__Working data__.
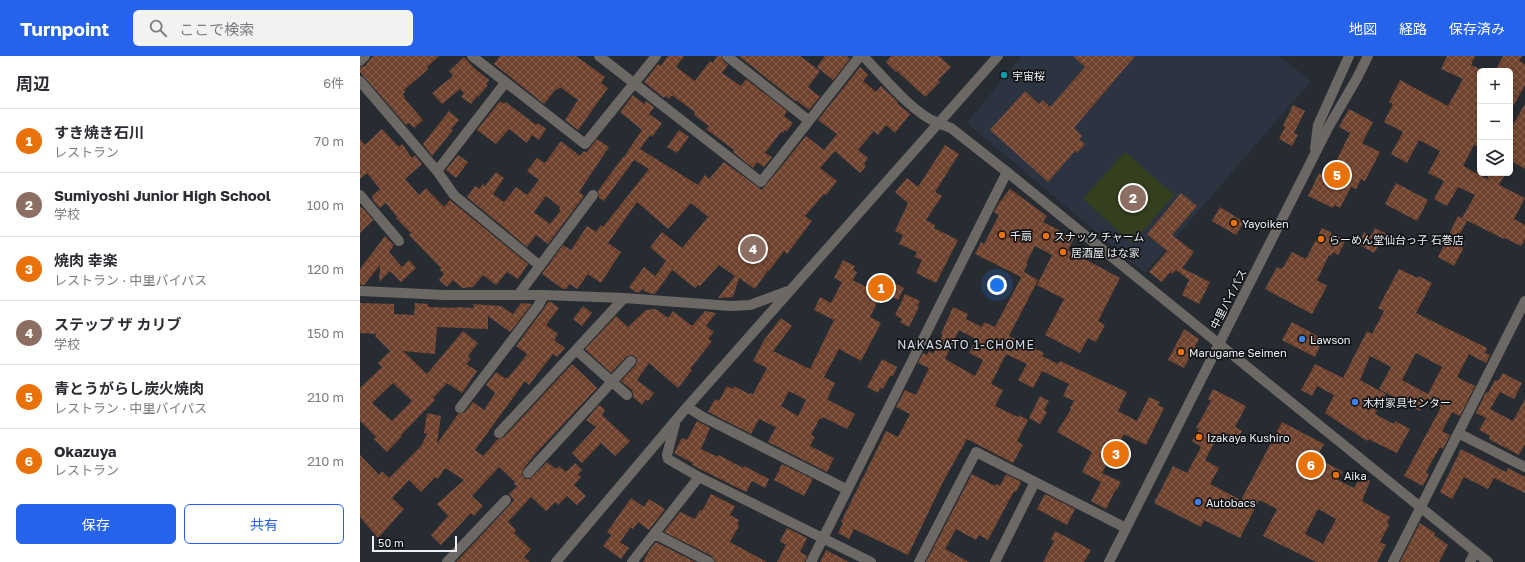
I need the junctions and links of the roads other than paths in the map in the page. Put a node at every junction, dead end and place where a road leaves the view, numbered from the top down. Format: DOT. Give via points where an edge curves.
graph roads {
  1 [pos="365,56"];
  2 [pos="472,56"];
  3 [pos="599,56"];
  4 [pos="656,56"];
  5 [pos="727,56"];
  6 [pos="861,56"];
  7 [pos="998,56"];
  8 [pos="1349,56"];
  9 [pos="1368,56"];
  10 [pos="360,61"];
  11 [pos="360,81"];
  12 [pos="505,83"];
  13 [pos="633,84"];
  14 [pos="808,120"];
  15 [pos="938,123"];
  16 [pos="1314,155"];
  17 [pos="437,171"];
  18 [pos="1007,172"];
  19 [pos="360,195"];
  20 [pos="593,195"];
  21 [pos="399,241"];
  22 [pos="540,266"];
  23 [pos="360,291"];
  24 [pos="790,291"];
  25 [pos="518,295"];
  26 [pos="544,295"];
  27 [pos="624,298"];
  28 [pos="1525,301"];
  29 [pos="1219,343"];
  30 [pos="576,350"];
  31 [pos="631,361"];
  32 [pos="612,382"];
  33 [pos="627,395"];
  34 [pos="687,407"];
  35 [pos="460,408"];
  36 [pos="676,420"];
  37 [pos="499,433"];
  38 [pos="1458,433"];
  39 [pos="1525,467"];
  40 [pos="528,473"];
  41 [pos="699,477"];
  42 [pos="1035,482"];
  43 [pos="846,489"];
  44 [pos="506,500"];
  45 [pos="1421,508"];
  46 [pos="1126,528"];
  47 [pos="655,534"];
  48 [pos="822,538"];
  49 [pos="1475,552"];
  50 [pos="447,562"];
  51 [pos="556,562"];
  52 [pos="632,562"];
  53 [pos="709,562"];
  54 [pos="811,562"];
  55 [pos="871,562"];
  56 [pos="919,562"];
  57 [pos="995,562"];
  58 [pos="1109,562"];
  59 [pos="1393,562"];
  60 [pos="1470,562"];
  61 [pos="1488,562"];
  1 -- 10 [label="street"];
  2 -- 12 [label="street"];
  3 -- 13 [label="street"];
  4 -- 13 [label="street"];
  5 -- 14 [label="street"];
  6 -- 14 [label="street"];
  6 -- 15 [label="street" via="917,111"];
  7 -- 15 [label="street"];
  8 -- 16 [label="street, 中里バイパス" via="1318,125"];
  9 -- 16 [label="street, 中里バイパス"];
  11 -- 17 [label="street"];
  12 -- 13 [label="street" via="585,144"];
  12 -- 17 [label="street"];
  13 -- 14 [label="street" via="761,182"];
  15 -- 18 [label="street" via="951,128"];
  15 -- 24 [label="street"];
  16 -- 29 [label="street, 中里バイパス"];
  17 -- 22 [label="street" via="454,195"];
  18 -- 29 [label="street"];
  18 -- 43 [label="street"];
  19 -- 21 [label="street"];
  20 -- 22 [label="street"];
  22 -- 25 [label="street"];
  23 -- 25 [label="street"];
  24 -- 27 [label="street" via="750,305 731,306"];
  24 -- 34 [label="street"];
  25 -- 26 [label="street"];
  26 -- 27 [label="street"];
  26 -- 35 [label="street"];
  27 -- 30 [label="street"];
  28 -- 38 [label="street"];
  29 -- 45 [label="street"];
  29 -- 46 [label="street, 中里バイパス"];
  30 -- 32 [label="street"];
  30 -- 37 [label="street"];
  31 -- 32 [label="street"];
  32 -- 33 [label="street"];
  32 -- 40 [label="street"];
  34 -- 36 [label="street"];
  34 -- 43 [label="street"];
  36 -- 41 [label="street" via="666,455 668,459"];
  36 -- 51 [label="street"];
  38 -- 39 [label="street"];
  38 -- 45 [label="street"];
  41 -- 47 [label="street"];
  41 -- 48 [label="street"];
  42 -- 46 [label="street"];
  42 -- 56 [label="street" via="976,452"];
  42 -- 57 [label="street"];
  43 -- 48 [label="street"];
  44 -- 50 [label="street"];
  45 -- 49 [label="street"];
  45 -- 59 [label="street"];
  46 -- 58 [label="street, 中里バイパス"];
  47 -- 52 [label="street"];
  47 -- 53 [label="street"];
  48 -- 54 [label="street"];
  48 -- 55 [label="street"];
  49 -- 60 [label="street"];
  49 -- 61 [label="street"];
}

__Prompt__.
Write out the whole listing verbatim, images excluded.

__Task result__.
I need the junctions and links of the roads other than paths in the map in the page. Put a node at every junction, dead end and place where a road leaves the view, numbered from the top down. Format: DOT. Give via points where an edge curves.
graph roads {
  1 [pos="365,56"];
  2 [pos="472,56"];
  3 [pos="599,56"];
  4 [pos="656,56"];
  5 [pos="727,56"];
  6 [pos="861,56"];
  7 [pos="998,56"];
  8 [pos="1349,56"];
  9 [pos="1368,56"];
  10 [pos="360,61"];
  11 [pos="360,81"];
  12 [pos="505,83"];
  13 [pos="633,84"];
  14 [pos="808,120"];
  15 [pos="938,123"];
  16 [pos="1314,155"];
  17 [pos="437,171"];
  18 [pos="1007,172"];
  19 [pos="360,195"];
  20 [pos="593,195"];
  21 [pos="399,241"];
  22 [pos="540,266"];
  23 [pos="360,291"];
  24 [pos="790,291"];
  25 [pos="518,295"];
  26 [pos="544,295"];
  27 [pos="624,298"];
  28 [pos="1525,301"];
  29 [pos="1219,343"];
  30 [pos="576,350"];
  31 [pos="631,361"];
  32 [pos="612,382"];
  33 [pos="627,395"];
  34 [pos="687,407"];
  35 [pos="460,408"];
  36 [pos="676,420"];
  37 [pos="499,433"];
  38 [pos="1458,433"];
  39 [pos="1525,467"];
  40 [pos="528,473"];
  41 [pos="699,477"];
  42 [pos="1035,482"];
  43 [pos="846,489"];
  44 [pos="506,500"];
  45 [pos="1421,508"];
  46 [pos="1126,528"];
  47 [pos="655,534"];
  48 [pos="822,538"];
  49 [pos="1475,552"];
  50 [pos="447,562"];
  51 [pos="556,562"];
  52 [pos="632,562"];
  53 [pos="709,562"];
  54 [pos="811,562"];
  55 [pos="871,562"];
  56 [pos="919,562"];
  57 [pos="995,562"];
  58 [pos="1109,562"];
  59 [pos="1393,562"];
  60 [pos="1470,562"];
  61 [pos="1488,562"];
  1 -- 10 [label="street"];
  2 -- 12 [label="street"];
  3 -- 13 [label="street"];
  4 -- 13 [label="street"];
  5 -- 14 [label="street"];
  6 -- 14 [label="street"];
  6 -- 15 [label="street" via="917,111"];
  7 -- 15 [label="street"];
  8 -- 16 [label="street, 中里バイパス" via="1318,125"];
  9 -- 16 [label="street, 中里バイパス"];
  11 -- 17 [label="street"];
  12 -- 13 [label="street" via="585,144"];
  12 -- 17 [label="street"];
  13 -- 14 [label="street" via="761,182"];
  15 -- 18 [label="street" via="951,128"];
  15 -- 24 [label="street"];
  16 -- 29 [label="street, 中里バイパス"];
  17 -- 22 [label="street" via="454,195"];
  18 -- 29 [label="street"];
  18 -- 43 [label="street"];
  19 -- 21 [label="street"];
  20 -- 22 [label="street"];
  22 -- 25 [label="street"];
  23 -- 25 [label="street"];
  24 -- 27 [label="street" via="750,305 731,306"];
  24 -- 34 [label="street"];
  25 -- 26 [label="street"];
  26 -- 27 [label="street"];
  26 -- 35 [label="street"];
  27 -- 30 [label="street"];
  28 -- 38 [label="street"];
  29 -- 45 [label="street"];
  29 -- 46 [label="street, 中里バイパス"];
  30 -- 32 [label="street"];
  30 -- 37 [label="street"];
  31 -- 32 [label="street"];
  32 -- 33 [label="street"];
  32 -- 40 [label="street"];
  34 -- 36 [label="street"];
  34 -- 43 [label="street"];
  36 -- 41 [label="street" via="666,455 668,459"];
  36 -- 51 [label="street"];
  38 -- 39 [label="street"];
  38 -- 45 [label="street"];
  41 -- 47 [label="street"];
  41 -- 48 [label="street"];
  42 -- 46 [label="street"];
  42 -- 56 [label="street" via="976,452"];
  42 -- 57 [label="street"];
  43 -- 48 [label="street"];
  44 -- 50 [label="street"];
  45 -- 49 [label="street"];
  45 -- 59 [label="street"];
  46 -- 58 [label="street, 中里バイパス"];
  47 -- 52 [label="street"];
  47 -- 53 [label="street"];
  48 -- 54 [label="street"];
  48 -- 55 [label="street"];
  49 -- 60 [label="street"];
  49 -- 61 [label="street"];
}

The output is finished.